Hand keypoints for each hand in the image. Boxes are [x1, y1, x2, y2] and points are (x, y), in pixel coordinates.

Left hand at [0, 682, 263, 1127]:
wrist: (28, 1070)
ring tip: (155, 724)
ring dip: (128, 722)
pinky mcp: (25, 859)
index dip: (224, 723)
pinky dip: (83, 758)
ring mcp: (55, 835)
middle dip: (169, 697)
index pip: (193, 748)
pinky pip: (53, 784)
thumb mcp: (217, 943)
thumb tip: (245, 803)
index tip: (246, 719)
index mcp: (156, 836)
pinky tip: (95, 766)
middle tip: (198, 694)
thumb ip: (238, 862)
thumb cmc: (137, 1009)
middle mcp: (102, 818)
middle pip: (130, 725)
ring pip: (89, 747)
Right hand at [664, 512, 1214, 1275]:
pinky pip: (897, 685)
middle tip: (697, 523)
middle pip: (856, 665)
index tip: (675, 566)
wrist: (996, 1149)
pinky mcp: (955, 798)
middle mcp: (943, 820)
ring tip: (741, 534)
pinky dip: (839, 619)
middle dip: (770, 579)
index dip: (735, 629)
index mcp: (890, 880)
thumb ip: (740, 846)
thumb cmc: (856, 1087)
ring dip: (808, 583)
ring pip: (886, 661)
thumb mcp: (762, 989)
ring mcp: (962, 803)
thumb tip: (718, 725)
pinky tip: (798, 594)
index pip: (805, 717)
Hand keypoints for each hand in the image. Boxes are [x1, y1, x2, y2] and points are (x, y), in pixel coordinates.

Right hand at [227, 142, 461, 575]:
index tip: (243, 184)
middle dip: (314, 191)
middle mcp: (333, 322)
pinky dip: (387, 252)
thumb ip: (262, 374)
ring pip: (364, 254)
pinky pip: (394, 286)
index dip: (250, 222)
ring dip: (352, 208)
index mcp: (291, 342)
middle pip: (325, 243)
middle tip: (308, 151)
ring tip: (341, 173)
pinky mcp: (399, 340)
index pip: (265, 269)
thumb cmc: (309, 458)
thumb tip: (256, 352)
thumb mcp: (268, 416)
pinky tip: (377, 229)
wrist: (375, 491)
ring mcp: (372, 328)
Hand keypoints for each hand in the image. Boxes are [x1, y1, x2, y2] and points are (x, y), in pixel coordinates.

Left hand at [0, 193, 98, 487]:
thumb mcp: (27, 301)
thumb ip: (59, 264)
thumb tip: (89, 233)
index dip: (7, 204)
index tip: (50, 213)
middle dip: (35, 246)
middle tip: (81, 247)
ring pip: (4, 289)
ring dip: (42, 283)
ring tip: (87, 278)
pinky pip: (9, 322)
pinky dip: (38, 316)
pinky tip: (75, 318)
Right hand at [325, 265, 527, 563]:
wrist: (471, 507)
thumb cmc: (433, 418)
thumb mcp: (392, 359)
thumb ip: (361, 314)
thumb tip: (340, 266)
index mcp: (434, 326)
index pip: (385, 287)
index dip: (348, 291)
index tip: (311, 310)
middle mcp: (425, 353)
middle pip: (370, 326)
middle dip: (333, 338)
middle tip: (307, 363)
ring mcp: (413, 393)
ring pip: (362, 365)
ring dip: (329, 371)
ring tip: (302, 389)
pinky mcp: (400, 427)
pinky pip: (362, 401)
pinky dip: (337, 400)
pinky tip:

════════

» EXERCISE INSTRUCTIONS: Quote, without alteration, the final stretch of the entries: the line with "middle tip: (81, 247)" onward to the last line.

» FINISHED EXERCISE:
middle tip: (81, 247)
ring pip: (4, 289)
ring dip: (42, 283)
ring tip: (87, 278)
pinky pip: (9, 322)
pinky dip: (38, 316)
pinky tip: (75, 318)
Right hand at [325, 265, 527, 563]:
wrist: (471, 507)
thumb cmc: (433, 418)
thumb mcp: (392, 359)
thumb ip: (361, 314)
thumb tip: (340, 266)
index mcp: (434, 326)
index pip: (385, 287)
index dip: (348, 291)
index tip: (311, 310)
middle mcp: (425, 353)
middle pip: (370, 326)
middle dip: (333, 338)
middle tip: (307, 363)
ring mcp: (413, 393)
ring pip: (362, 365)
ring dip: (329, 371)
ring tip: (302, 389)
pinky mcp: (400, 427)
pinky pip: (362, 401)
pinky dip: (337, 400)
pinky tip:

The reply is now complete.